* [Work item]: Please say how many lines in the records below contain the word "junction". Give the number and nothing more.

* [Source data]:
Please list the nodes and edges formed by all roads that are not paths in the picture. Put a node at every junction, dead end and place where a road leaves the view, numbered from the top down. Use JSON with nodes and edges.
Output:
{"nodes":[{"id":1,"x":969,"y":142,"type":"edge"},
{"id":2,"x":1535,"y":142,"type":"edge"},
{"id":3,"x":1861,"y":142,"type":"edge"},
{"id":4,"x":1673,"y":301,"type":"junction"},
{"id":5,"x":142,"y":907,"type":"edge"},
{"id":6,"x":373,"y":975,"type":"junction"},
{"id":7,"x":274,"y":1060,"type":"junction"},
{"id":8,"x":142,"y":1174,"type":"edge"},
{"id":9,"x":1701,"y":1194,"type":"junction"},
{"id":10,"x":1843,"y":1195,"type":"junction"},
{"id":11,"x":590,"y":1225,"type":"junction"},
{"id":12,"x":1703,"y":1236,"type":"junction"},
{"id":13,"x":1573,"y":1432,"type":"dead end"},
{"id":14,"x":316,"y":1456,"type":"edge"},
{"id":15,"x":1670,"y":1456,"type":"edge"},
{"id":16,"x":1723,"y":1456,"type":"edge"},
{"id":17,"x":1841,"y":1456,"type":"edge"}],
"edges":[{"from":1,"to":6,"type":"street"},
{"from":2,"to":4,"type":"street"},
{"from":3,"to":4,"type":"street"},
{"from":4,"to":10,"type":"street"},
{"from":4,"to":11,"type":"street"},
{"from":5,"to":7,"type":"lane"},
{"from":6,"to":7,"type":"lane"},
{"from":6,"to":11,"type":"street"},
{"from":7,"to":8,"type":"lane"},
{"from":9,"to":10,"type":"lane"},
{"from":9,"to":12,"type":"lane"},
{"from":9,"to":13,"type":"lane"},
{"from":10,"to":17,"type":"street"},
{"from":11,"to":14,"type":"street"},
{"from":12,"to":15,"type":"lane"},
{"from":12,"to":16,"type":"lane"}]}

* [Solution below]: 8